▸ **WHAT THE EXERCISE ASKS**
Find the number of lines below in which the word "Jacksons" appears, and write that number only.
*** Begin section ***
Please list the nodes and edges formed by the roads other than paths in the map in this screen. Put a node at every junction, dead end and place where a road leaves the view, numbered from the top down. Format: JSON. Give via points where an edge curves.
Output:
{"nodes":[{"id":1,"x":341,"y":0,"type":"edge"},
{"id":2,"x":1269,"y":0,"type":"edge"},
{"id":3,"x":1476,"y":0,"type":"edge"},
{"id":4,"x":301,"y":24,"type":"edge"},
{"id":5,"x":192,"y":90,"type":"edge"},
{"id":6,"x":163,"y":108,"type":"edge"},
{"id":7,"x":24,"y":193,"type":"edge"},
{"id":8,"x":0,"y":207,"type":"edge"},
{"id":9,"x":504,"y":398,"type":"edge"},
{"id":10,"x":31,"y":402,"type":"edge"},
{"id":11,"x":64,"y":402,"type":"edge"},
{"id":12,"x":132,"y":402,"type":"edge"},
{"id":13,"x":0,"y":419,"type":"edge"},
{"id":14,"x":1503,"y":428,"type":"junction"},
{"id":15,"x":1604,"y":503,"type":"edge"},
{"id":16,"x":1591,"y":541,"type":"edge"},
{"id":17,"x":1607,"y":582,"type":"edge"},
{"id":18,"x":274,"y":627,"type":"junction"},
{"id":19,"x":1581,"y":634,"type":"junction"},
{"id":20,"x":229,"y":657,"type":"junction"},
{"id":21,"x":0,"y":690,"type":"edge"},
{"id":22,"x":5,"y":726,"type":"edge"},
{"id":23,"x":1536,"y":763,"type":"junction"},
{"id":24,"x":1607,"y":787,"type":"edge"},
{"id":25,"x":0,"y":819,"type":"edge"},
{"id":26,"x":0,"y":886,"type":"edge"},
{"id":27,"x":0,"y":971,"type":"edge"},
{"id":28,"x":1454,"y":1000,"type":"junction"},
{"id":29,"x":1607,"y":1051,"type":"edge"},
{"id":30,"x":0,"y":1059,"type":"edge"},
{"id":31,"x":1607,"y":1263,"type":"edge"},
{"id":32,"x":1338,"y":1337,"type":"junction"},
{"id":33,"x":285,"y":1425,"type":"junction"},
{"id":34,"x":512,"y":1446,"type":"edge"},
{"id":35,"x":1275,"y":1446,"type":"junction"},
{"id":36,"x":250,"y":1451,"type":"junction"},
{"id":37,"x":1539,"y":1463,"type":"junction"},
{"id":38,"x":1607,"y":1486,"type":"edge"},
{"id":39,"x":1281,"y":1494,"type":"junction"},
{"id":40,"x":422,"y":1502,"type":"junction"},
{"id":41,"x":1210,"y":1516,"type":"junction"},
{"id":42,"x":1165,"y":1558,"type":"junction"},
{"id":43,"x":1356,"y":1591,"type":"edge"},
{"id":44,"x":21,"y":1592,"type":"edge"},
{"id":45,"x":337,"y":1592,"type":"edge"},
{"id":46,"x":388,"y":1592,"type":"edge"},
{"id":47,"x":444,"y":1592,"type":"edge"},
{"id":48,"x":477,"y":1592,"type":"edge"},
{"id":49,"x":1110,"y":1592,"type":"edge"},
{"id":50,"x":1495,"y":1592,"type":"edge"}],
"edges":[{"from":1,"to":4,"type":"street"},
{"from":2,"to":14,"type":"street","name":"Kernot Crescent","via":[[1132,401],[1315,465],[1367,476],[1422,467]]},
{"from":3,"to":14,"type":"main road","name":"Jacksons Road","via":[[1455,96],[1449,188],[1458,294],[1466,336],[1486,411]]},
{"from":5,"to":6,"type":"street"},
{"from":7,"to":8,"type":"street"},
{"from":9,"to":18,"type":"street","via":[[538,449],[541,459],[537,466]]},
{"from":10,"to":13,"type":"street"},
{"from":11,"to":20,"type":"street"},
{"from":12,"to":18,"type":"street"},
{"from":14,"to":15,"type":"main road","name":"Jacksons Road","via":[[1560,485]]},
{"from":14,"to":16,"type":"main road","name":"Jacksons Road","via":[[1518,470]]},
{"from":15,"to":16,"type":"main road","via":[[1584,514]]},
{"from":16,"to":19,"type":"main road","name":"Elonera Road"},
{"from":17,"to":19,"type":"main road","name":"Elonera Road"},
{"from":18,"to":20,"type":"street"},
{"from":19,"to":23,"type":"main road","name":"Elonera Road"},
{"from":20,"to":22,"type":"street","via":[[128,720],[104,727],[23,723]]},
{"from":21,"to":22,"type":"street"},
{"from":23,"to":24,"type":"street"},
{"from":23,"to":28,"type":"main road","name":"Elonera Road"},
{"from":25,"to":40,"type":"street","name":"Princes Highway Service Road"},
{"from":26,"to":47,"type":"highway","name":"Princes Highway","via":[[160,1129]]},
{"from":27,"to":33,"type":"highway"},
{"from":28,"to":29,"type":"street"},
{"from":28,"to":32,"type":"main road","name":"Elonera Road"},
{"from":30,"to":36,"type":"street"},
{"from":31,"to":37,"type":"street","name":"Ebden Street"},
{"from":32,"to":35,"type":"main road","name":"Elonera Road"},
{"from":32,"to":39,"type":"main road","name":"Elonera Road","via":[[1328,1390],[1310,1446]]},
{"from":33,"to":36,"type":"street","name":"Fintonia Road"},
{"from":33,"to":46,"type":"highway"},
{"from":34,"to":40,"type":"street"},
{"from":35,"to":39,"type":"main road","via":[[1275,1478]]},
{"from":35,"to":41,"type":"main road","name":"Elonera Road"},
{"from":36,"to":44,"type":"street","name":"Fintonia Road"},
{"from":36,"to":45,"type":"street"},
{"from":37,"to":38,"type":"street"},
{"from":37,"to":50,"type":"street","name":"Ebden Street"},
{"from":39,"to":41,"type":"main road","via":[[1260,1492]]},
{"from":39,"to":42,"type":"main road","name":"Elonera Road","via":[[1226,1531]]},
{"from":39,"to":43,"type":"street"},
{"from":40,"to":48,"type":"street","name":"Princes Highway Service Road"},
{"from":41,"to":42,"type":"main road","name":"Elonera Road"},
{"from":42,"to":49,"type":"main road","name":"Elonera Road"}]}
*** End section ***
▸ **SOLUTION BELOW**
3